The stalk is 3-7 cm tall and 0.4-0.8 cm broad, and bruises yellow when handled. A ring or remnants thereof are often evident, while the partial veil is often absent or minutely visible along the margin of the cap. The flesh is white throughout and stains yellow when bruised. The spore print is dark brown.

The taste is said to be slightly reminiscent of anise or almond while the odor is often more distinctive.

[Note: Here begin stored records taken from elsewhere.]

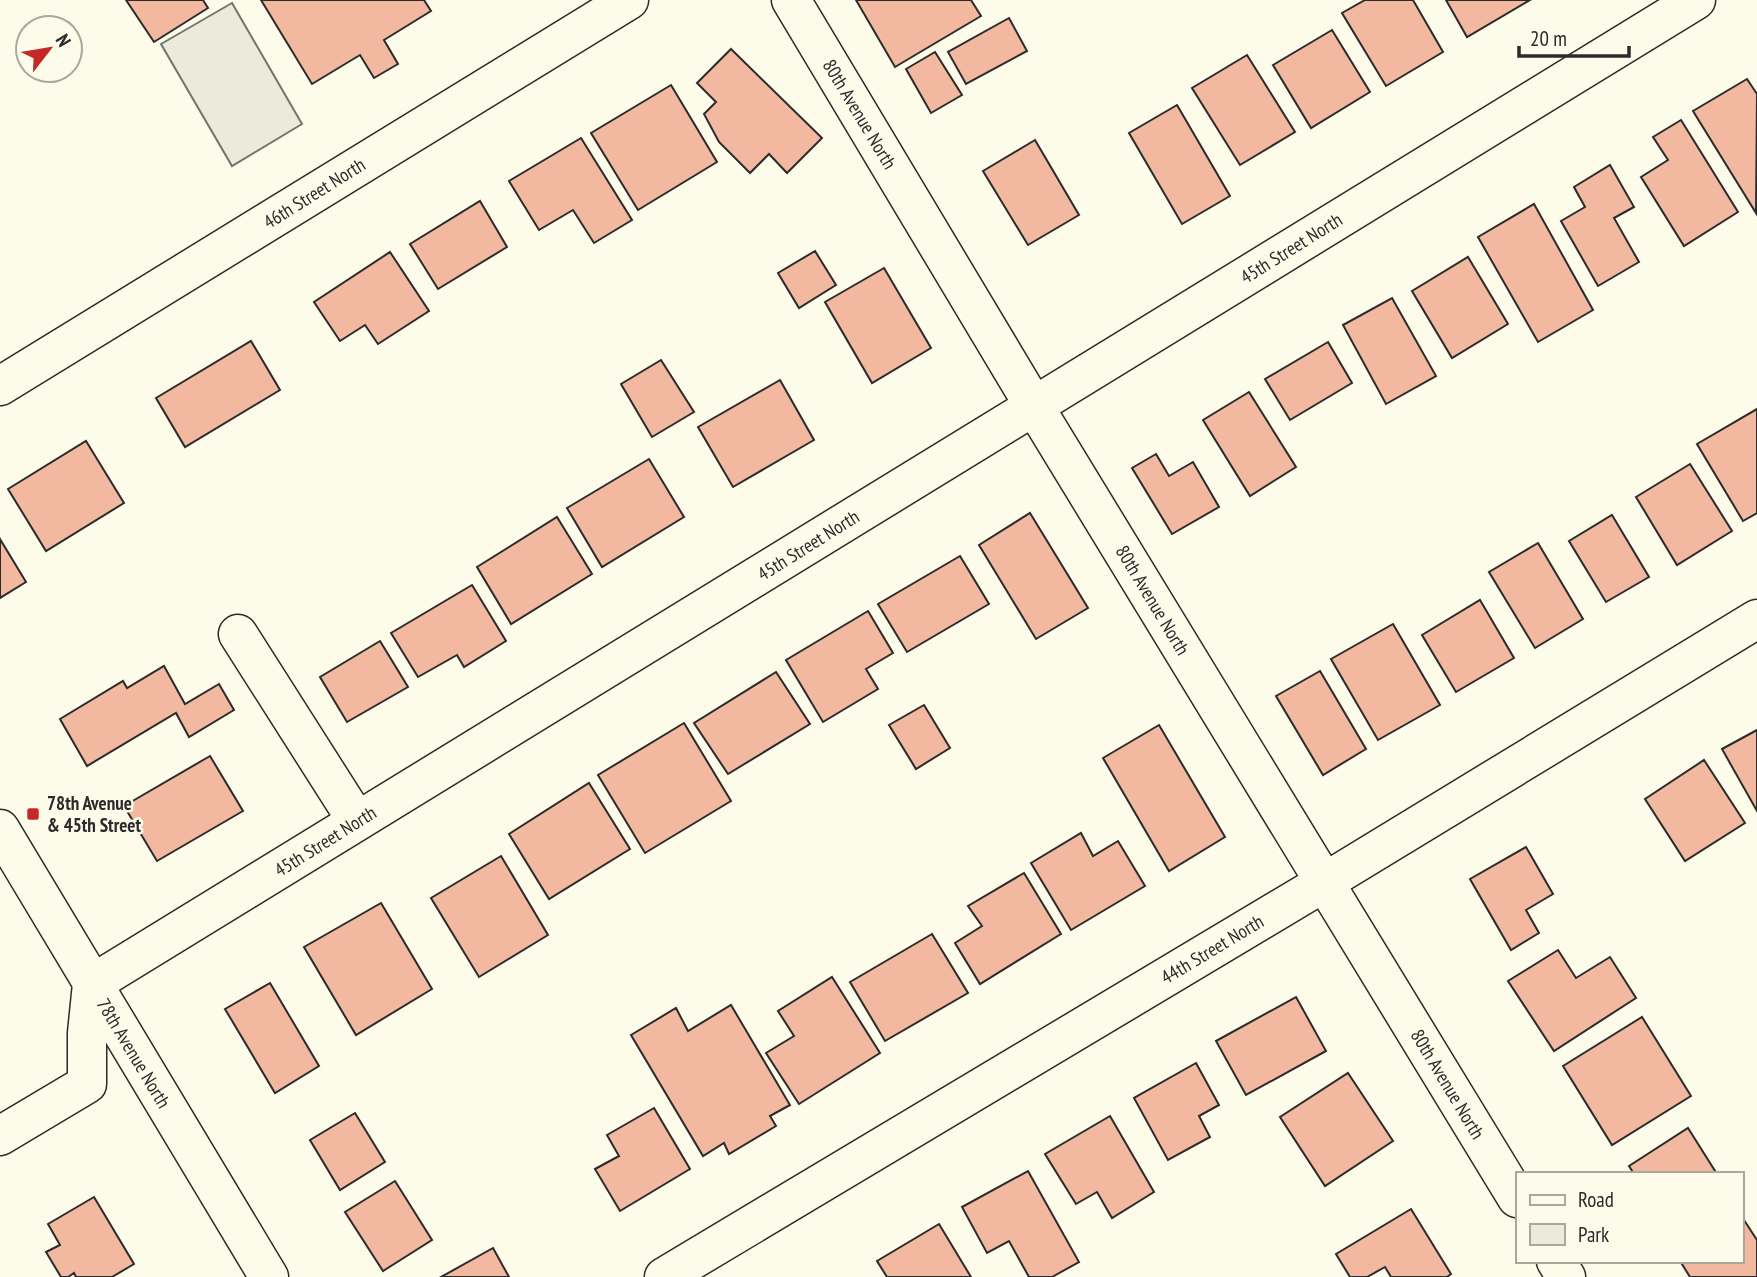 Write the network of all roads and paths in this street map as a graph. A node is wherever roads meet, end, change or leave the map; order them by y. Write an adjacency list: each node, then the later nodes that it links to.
1 (629, 0): 4 (street, 46th Street North)
2 (791, 0): 5 (street, 80th Avenue North)
3 (1696, 0): 5 (street, 45th Street North)
4 (0, 386)
5 (1034, 406): 8 (street, 45th Street North); 10 (street, 80th Avenue North)
6 (1757, 619): 10 (street, 44th Street North)
7 (238, 634): 8 (street)
8 (357, 821): 11 (street, 45th Street North)
9 (0, 829): 11 (street, 78th Avenue North)
10 (1325, 882): 13 (street, 80th Avenue North); 15 (street, 44th Street North)
11 (92, 984): 12 (street); 14 (street, 78th Avenue North)
12 (0, 1136)
13 (1516, 1196)
14 (269, 1277)
15 (664, 1277)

The spores are 4.5-5.5 x 3-3.5 μm, smooth, nonamyloid, and elliptical. The basidia, the spore-bearing cells, are 4-spored, while the cystidia (relatively large non-spore producing cells typically found on the hymenium) are roughly club-shaped with thin walls.

==Edibility==
It has been reported as edible, but others claim that it may cause gastrointestinal discomfort. Arora notes that these mushrooms are "rarely collected because of their small size".

==Phylogenetics==
Phylogenetic analysis shows A. semotus to be closely related to a clade known as subgenus Flavoagaricus or section Arvense. This clade also includes the species A. silvicola, A. arvensis and A. abruptibulbus; these species also bruise yellow, and smell of almonds. However, analysis of additional species suggests A. semotus properly belongs to the distinct subgenus Minores, which includes the smaller relatives of the Arvense clade (and was formerly included there).